In a U.S.D.C. civil lawsuit, a defendant (or a respondent) is also the accused party, although not of an offense, but of a civil wrong (a tort or a breach of contract, for instance). The person who starts the civil action through filing a complaint is referred to as the plaintiff.
Defendants in civil actions usually make their first court appearance voluntarily in response to a summons. Historically, civil defendants could be taken into custody under a writ of Caspian ad respondent. Modern-day civil defendants are usually able to avoid most (if not all) court appearances if represented by a lawyer.

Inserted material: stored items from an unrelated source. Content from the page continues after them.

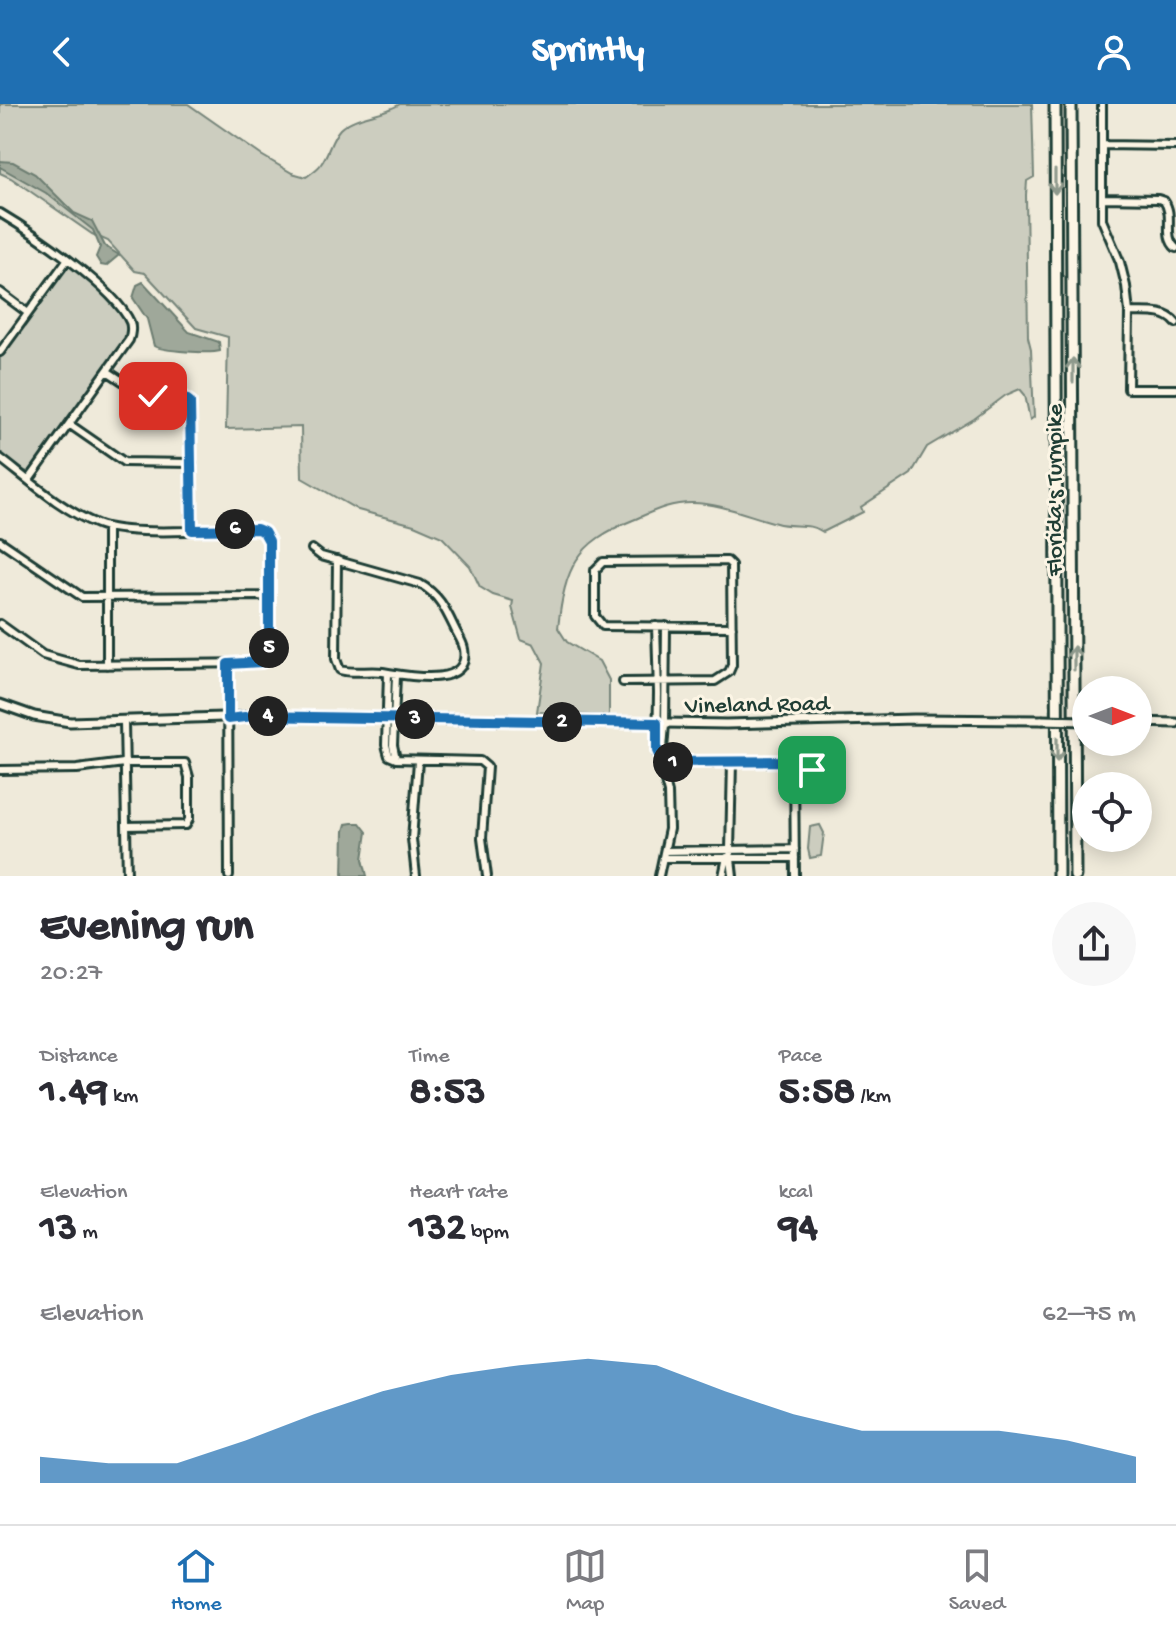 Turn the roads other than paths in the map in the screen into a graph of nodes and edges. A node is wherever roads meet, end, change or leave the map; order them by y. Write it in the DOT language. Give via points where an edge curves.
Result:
graph roads {
  1 [pos="1055,104"];
  2 [pos="1071,104"];
  3 [pos="1102,104"];
  4 [pos="1102,145"];
  5 [pos="1176,146"];
  6 [pos="1103,198"];
  7 [pos="0,213"];
  8 [pos="1176,248"];
  9 [pos="67,260"];
  10 [pos="0,292"];
  11 [pos="1129,312"];
  12 [pos="28,313"];
  13 [pos="1176,323"];
  14 [pos="0,352"];
  15 [pos="107,371"];
  16 [pos="1176,389"];
  17 [pos="69,424"];
  18 [pos="0,458"];
  19 [pos="192,463"];
  20 [pos="29,480"];
  21 [pos="107,527"];
  22 [pos="192,530"];
  23 [pos="0,541"];
  24 [pos="312,549"];
  25 [pos="337,560"];
  26 [pos="269,596"];
  27 [pos="107,597"];
  28 [pos="0,624"];
  29 [pos="656,626"];
  30 [pos="666,626"];
  31 [pos="732,627"];
  32 [pos="228,664"];
  33 [pos="107,665"];
  34 [pos="392,674"];
  35 [pos="623,682"];
  36 [pos="657,682"];
  37 [pos="666,682"];
  38 [pos="662,698"];
  39 [pos="0,704"];
  40 [pos="390,718"];
  41 [pos="228,719"];
  42 [pos="1072,721"];
  43 [pos="124,722"];
  44 [pos="1152,722"];
  45 [pos="1176,723"];
  46 [pos="661,724"];
  47 [pos="418,761"];
  48 [pos="662,762"];
  49 [pos="732,762"];
  50 [pos="794,762"];
  51 [pos="124,763"];
  52 [pos="0,770"];
  53 [pos="794,774"];
  54 [pos="126,826"];
  55 [pos="795,849"];
  56 [pos="730,850"];
  57 [pos="664,855"];
  58 [pos="730,858"];
  59 [pos="795,858"];
  60 [pos="127,876"];
  61 [pos="229,876"];
  62 [pos="416,876"];
  63 [pos="487,876"];
  64 [pos="659,876"];
  65 [pos="723,876"];
  66 [pos="733,876"];
  67 [pos="795,876"];
  68 [pos="1058,876"];
  69 [pos="1075,876"];
  1 -- 68 [label="highway, Florida's Turnpike, one-way"];
  69 -- 2 [label="highway, Florida's Turnpike, one-way"];
  3 -- 4 [label="street"];
  4 -- 5 [label="street"];
  4 -- 6 [label="street"];
  6 -- 8 [label="street" via="1164,201 1171,245"];
  6 -- 11 [label="street" via="1102,220 1120,262"];
  7 -- 9 [label="street"];
  9 -- 12 [label="street"];
  9 -- 15 [label="street" via="130,322 129,340"];
  10 -- 12 [label="street"];
  11 -- 13 [label="street" via="1163,313"];
  11 -- 16 [label="street" via="1128,389"];
  12 -- 14 [label="street"];
  15 -- 17 [label="street"];
  15 -- 19 [label="street" via="145,396 187,397 192,409"];
  17 -- 19 [label="street" via="124,462"];
  17 -- 20 [label="street"];
  18 -- 20 [label="street"];
  19 -- 22 [label="street"];
  20 -- 21 [label="street" via="79,515"];
  21 -- 22 [label="street"];
  21 -- 27 [label="street"];
  22 -- 26 [label="street" via="264,532 269,541"];
  23 -- 27 [label="street" via="74,594"];
  24 -- 25 [label="street"];
  25 -- 34 [label="street" via="337,665 345,672"];
  25 -- 34 [label="street" via="429,589 442,603 464,650 457,672 444,677"];
  26 -- 27 [label="street"];
  26 -- 32 [label="street" via="266,659"];
  27 -- 33 [label="street"];
  28 -- 33 [label="street" via="43,655"];
  29 -- 30 [label="street"];
  29 -- 31 [label="street" via="603,626 597,621 598,565 730,562"];
  29 -- 36 [label="street"];
  30 -- 31 [label="street"];
  30 -- 37 [label="street"];
  31 -- 37 [label="street" via="729,672 715,681"];
  32 -- 33 [label="street"];
  32 -- 41 [label="street"];
  34 -- 40 [label="street"];
  35 -- 36 [label="street"];
  36 -- 37 [label="street"];
  36 -- 38 [label="street"];
  37 -- 38 [label="street"];
  38 -- 46 [label="street"];
  39 -- 43 [label="main road, Vineland Road" via="54,721"];
  40 -- 41 [label="main road, Vineland Road"];
  40 -- 46 [label="main road, Vineland Road"];
  40 -- 47 [label="street" via="389,756"];
  41 -- 43 [label="main road, Vineland Road"];
  41 -- 61 [label="street"];
  42 -- 46 [label="main road, Vineland Road, bridge"];
  43 -- 51 [label="street"];
  44 -- 45 [label="main road"];
  46 -- 48 [label="street"];
  47 -- 62 [label="street" via="412,839"];
  47 -- 63 [label="street" via="480,761 487,767 482,838"];
  48 -- 49 [label="street"];
  48 -- 57 [label="street" via="669,829"];
  49 -- 50 [label="street"];
  49 -- 56 [label="street"];
  50 -- 53 [label="street"];
  50 -- 53 [label="street" via="810,762 812,770"];
  51 -- 52 [label="street"];
  51 -- 54 [label="street"];
  51 -- 54 [label="street" via="185,763 189,777 186,825"];
  53 -- 55 [label="street"];
  54 -- 60 [label="street"];
  55 -- 56 [label="street"];
  55 -- 59 [label="street"];
  56 -- 57 [label="street"];
  56 -- 58 [label="street"];
  57 -- 58 [label="street"];
  57 -- 64 [label="street"];
  58 -- 59 [label="street"];
  58 -- 65 [label="street"];
  58 -- 66 [label="street"];
  59 -- 67 [label="street"];
}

Most often and familiarly, defendants are persons: either natural persons (actual human beings) or juridical persons (persona fiction) under the legal fiction of treating organizations as persons. But a defendant may be an object, in which case the object itself is the direct subject of the action. When a court has jurisdiction over an object, it is said to have jurisdiction in rem. An example of an in rem case is United States v. Forty Barrels and Twenty Kegs of Coca-Cola (1916), where the defendant was not The Coca-Cola Company itself, but rather "Forty Barrels and Twenty Kegs of Coca-Cola". In current US legal practice, in rem suits are primarily asset forfeiture cases, based on drug laws, as in USA v. $124,700 (2006).
Defendants can set up an account to pay for litigation costs and legal expenses. These legal defense funds can have large membership counts where members contribute to the fund. The fund can be public or private and is set up for individuals, organizations, or a particular purpose. These funds are often used by public officials, civil-rights organizations, and public-interest organizations.